(ENTRIES PROVIDED)
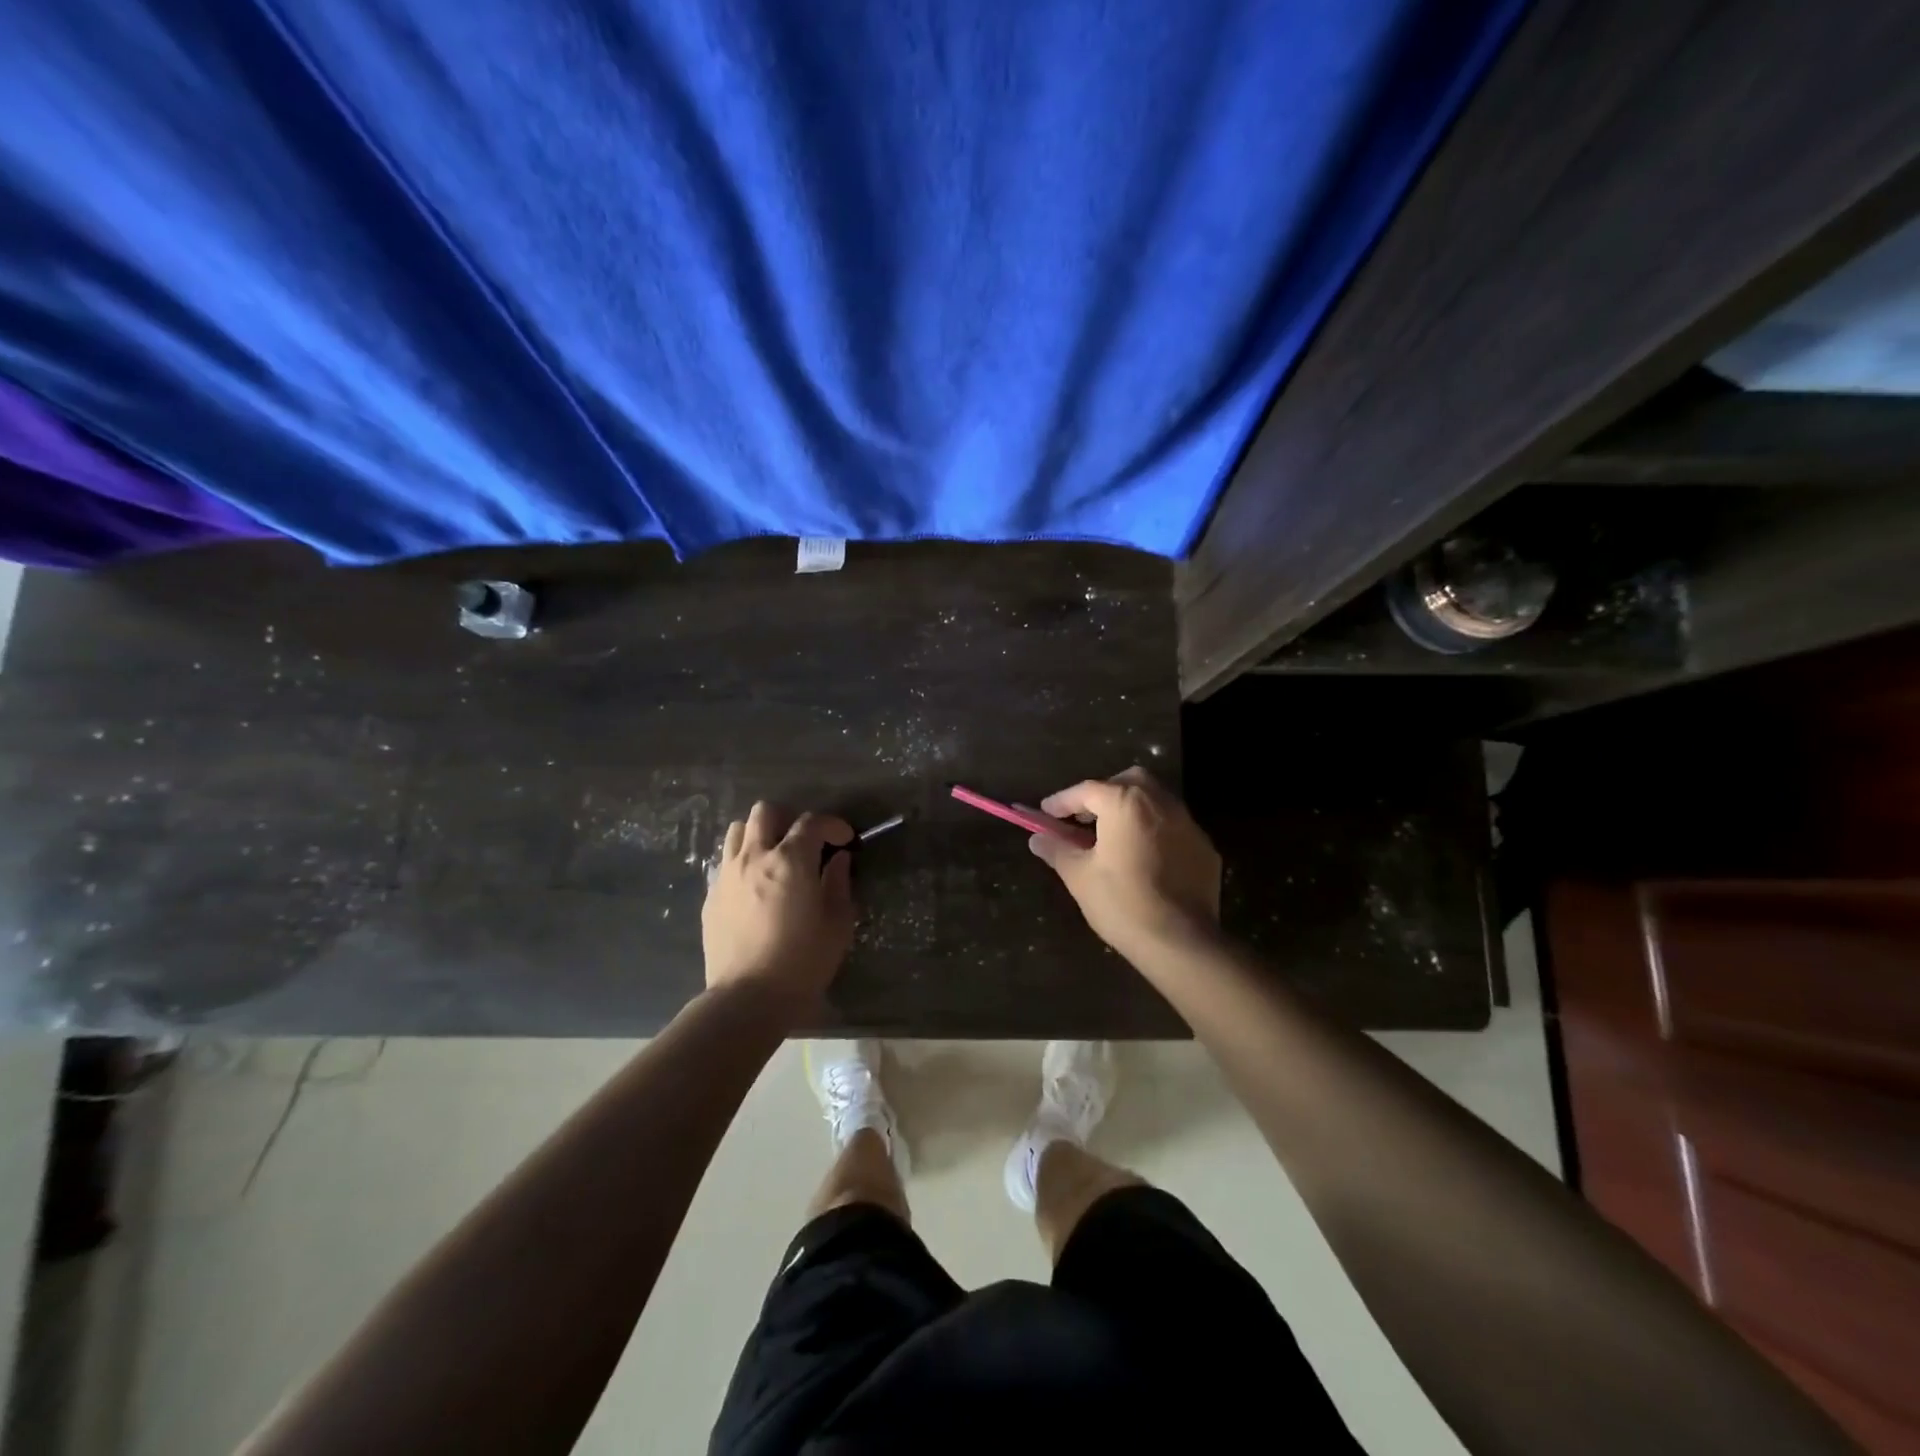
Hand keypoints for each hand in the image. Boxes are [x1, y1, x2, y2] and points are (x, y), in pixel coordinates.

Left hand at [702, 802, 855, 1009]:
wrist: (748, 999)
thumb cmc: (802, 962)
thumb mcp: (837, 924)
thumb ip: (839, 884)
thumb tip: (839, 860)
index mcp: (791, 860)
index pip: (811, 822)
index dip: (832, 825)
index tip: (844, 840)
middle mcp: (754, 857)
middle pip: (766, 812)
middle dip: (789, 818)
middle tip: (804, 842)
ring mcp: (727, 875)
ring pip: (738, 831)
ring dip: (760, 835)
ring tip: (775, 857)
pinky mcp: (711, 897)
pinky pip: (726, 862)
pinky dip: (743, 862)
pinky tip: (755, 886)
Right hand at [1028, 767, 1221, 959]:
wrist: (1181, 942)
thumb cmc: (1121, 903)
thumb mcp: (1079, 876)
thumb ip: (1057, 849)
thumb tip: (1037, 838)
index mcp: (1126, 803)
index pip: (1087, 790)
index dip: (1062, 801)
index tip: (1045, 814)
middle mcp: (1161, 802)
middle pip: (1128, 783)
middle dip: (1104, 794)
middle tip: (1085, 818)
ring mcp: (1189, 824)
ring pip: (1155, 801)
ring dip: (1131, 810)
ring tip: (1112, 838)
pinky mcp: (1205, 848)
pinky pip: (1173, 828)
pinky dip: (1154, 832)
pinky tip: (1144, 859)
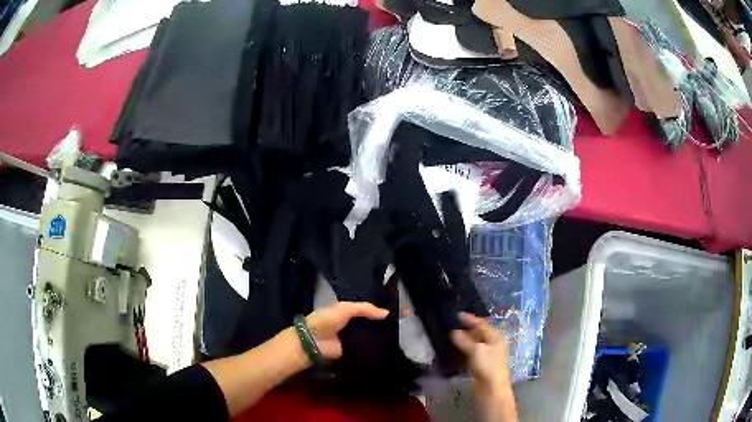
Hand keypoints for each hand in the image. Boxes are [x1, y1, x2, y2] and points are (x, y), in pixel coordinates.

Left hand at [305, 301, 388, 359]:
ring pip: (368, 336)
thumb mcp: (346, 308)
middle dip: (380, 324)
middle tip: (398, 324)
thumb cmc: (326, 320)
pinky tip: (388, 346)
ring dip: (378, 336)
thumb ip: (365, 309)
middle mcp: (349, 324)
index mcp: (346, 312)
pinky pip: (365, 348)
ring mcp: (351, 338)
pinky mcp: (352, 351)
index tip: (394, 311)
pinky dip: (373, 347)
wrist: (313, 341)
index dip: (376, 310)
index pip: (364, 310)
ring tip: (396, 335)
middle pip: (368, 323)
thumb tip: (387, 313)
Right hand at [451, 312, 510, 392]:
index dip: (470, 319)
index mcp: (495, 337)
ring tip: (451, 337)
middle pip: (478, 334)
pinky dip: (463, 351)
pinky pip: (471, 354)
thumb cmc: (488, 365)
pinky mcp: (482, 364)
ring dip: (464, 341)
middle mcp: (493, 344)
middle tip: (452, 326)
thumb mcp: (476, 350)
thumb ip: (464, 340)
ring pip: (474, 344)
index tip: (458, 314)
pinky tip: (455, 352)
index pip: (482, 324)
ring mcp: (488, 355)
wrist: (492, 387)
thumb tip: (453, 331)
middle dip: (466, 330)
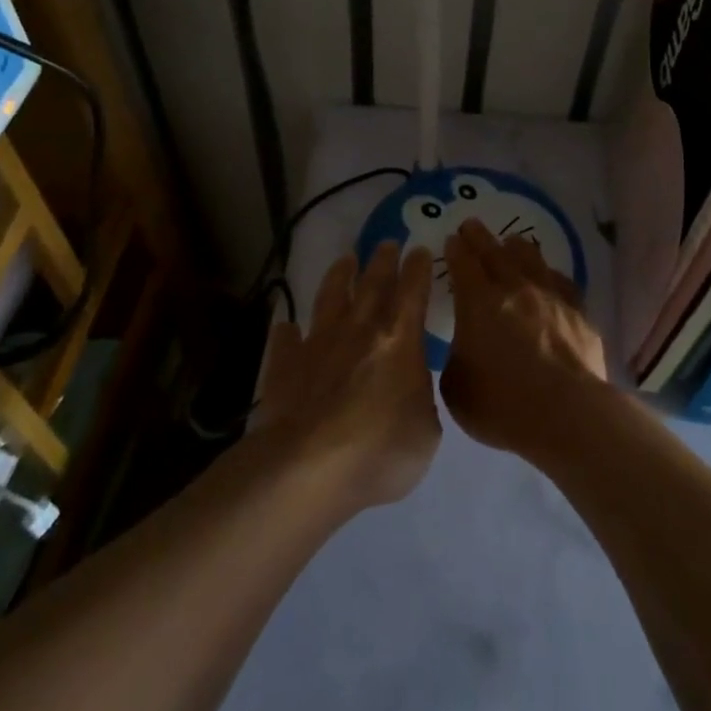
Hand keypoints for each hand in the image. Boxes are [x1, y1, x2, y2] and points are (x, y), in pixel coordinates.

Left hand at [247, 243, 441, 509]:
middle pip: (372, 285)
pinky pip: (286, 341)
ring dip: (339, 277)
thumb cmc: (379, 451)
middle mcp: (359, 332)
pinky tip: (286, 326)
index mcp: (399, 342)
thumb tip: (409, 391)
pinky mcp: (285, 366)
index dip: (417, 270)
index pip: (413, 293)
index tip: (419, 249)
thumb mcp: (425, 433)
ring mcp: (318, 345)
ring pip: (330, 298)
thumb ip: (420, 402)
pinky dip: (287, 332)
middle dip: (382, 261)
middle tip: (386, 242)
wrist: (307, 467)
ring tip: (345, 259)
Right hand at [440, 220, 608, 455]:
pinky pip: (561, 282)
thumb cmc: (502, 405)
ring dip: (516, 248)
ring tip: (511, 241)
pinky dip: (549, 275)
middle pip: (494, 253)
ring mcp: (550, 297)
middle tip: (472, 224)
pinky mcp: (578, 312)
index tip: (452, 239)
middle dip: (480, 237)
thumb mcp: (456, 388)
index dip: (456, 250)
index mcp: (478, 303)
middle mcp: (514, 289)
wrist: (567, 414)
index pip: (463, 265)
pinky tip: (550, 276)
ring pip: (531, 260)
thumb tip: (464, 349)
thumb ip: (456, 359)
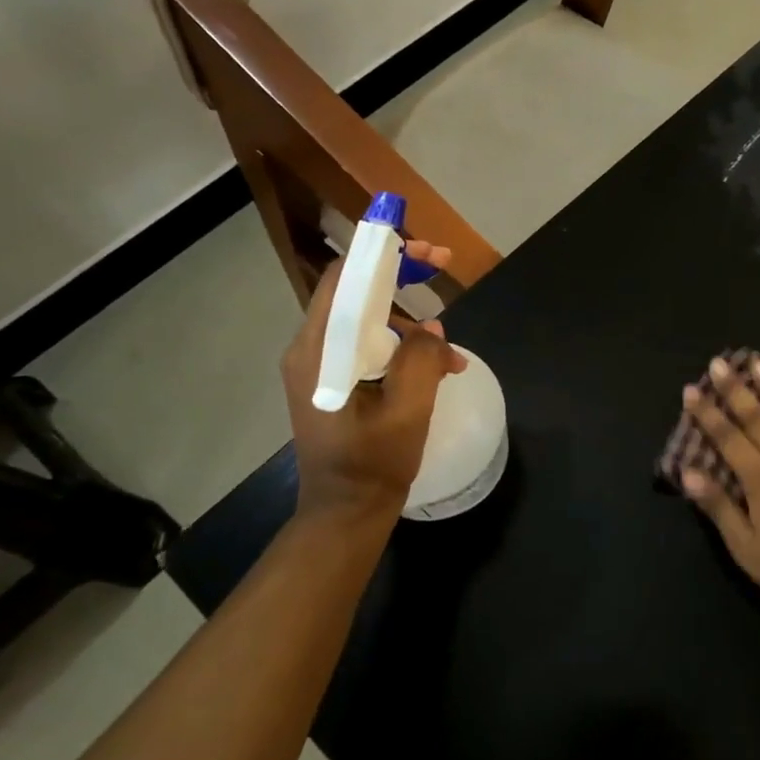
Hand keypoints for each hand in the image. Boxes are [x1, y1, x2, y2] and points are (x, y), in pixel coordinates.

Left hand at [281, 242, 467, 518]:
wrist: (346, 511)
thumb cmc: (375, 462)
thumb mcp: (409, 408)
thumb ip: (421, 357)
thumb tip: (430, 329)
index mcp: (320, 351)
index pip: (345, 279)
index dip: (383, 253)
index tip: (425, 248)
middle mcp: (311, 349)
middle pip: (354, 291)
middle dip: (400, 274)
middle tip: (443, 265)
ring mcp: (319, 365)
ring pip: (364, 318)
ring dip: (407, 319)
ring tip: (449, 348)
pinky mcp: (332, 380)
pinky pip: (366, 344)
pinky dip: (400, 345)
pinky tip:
(End ENTRIES PROVIDED)
When a line of the records has the word "hand", pick it out and copy it.

* OUTPUT OF THE TASK:
Hand keypoints for each hand in the image. Boxes are [x1, y1, x2, y2] and points are (x, y), in pixel coordinates.
Left hand at [702, 802, 855, 1009]:
Right hand at [1028, 767, 1221, 959]:
Hand keypoints for each hand in the image. Boxes are [x1, y1, x2, y2] and points are (x, y), in pixel coordinates.
Left hand at [305, 301, 388, 359]:
Right hand at [451, 312, 510, 392]:
Hand keypoints for each hand in the image. Boxes are [x1, y1, x2, y2] and points are (x, y), in pixel coordinates.
Left hand at [247, 243, 441, 509]:
Right hand at [440, 220, 608, 455]:
Hand keypoints for each hand in the image. Boxes are [x1, y1, x2, y2] and points are (x, y), in pixel coordinates.
Left hand at [281, 242, 467, 518]:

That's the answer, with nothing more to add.